RECORDS SHOWN
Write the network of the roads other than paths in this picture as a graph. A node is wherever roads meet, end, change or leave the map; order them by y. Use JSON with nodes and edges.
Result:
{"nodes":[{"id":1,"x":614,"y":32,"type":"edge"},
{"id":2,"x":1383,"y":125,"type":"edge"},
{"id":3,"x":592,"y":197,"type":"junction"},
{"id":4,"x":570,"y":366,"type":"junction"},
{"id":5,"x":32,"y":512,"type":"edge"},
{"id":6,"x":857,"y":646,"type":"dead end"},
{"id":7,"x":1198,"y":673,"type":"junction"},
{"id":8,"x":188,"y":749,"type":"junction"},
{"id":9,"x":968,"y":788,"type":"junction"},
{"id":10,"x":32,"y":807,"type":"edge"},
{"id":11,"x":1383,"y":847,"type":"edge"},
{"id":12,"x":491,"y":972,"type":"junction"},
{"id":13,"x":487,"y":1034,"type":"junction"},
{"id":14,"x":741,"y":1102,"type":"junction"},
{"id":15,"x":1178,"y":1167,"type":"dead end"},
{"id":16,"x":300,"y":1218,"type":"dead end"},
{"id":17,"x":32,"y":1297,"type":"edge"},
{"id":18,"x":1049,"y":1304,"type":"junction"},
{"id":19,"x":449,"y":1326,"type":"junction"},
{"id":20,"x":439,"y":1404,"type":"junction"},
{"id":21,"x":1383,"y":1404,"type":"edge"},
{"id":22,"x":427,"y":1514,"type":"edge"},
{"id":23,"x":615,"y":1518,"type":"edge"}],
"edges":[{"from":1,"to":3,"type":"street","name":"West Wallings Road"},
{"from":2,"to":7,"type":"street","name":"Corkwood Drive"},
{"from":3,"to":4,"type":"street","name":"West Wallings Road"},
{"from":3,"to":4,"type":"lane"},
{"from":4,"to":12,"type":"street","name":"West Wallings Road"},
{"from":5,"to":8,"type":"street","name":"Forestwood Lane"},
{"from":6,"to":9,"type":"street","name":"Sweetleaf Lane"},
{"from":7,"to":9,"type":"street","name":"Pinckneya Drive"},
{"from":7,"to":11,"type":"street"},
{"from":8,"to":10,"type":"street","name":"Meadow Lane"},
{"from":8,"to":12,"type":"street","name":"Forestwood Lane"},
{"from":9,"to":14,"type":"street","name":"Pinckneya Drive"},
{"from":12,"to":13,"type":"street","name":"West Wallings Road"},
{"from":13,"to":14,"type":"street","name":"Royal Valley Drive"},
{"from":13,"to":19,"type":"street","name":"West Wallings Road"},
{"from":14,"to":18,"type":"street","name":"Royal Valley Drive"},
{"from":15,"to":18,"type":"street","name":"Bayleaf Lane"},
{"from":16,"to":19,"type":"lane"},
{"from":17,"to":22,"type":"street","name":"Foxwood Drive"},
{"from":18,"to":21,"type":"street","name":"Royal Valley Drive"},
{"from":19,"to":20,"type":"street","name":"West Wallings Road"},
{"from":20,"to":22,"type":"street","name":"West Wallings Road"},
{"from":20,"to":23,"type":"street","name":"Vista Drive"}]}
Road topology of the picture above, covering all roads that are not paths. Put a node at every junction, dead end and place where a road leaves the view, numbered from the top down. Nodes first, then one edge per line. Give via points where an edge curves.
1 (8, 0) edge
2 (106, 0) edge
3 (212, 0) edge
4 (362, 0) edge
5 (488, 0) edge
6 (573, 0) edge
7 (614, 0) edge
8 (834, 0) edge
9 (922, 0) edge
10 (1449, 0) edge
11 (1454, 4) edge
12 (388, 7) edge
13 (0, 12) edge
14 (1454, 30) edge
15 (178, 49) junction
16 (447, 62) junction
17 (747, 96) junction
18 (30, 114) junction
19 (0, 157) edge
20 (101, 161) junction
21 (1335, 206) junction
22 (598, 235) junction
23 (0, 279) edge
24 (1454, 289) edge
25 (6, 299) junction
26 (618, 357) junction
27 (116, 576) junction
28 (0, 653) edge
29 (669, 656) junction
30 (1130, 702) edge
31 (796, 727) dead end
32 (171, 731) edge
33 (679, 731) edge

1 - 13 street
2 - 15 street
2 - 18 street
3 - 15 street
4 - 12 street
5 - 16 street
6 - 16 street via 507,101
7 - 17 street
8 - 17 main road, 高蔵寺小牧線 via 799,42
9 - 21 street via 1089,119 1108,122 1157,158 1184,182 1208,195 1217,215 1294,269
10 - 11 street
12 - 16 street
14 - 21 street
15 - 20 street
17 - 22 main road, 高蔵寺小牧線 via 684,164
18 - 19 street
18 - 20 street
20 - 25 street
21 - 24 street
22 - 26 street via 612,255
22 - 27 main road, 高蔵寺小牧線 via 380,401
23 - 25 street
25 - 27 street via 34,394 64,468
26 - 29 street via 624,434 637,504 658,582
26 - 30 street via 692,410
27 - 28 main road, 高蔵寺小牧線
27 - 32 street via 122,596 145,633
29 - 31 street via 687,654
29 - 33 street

WHAT YOU ARE ASKED TO DO
Write the number of lines in the listing above that contain the word "edges". No other text should appear.

RESPONSE
2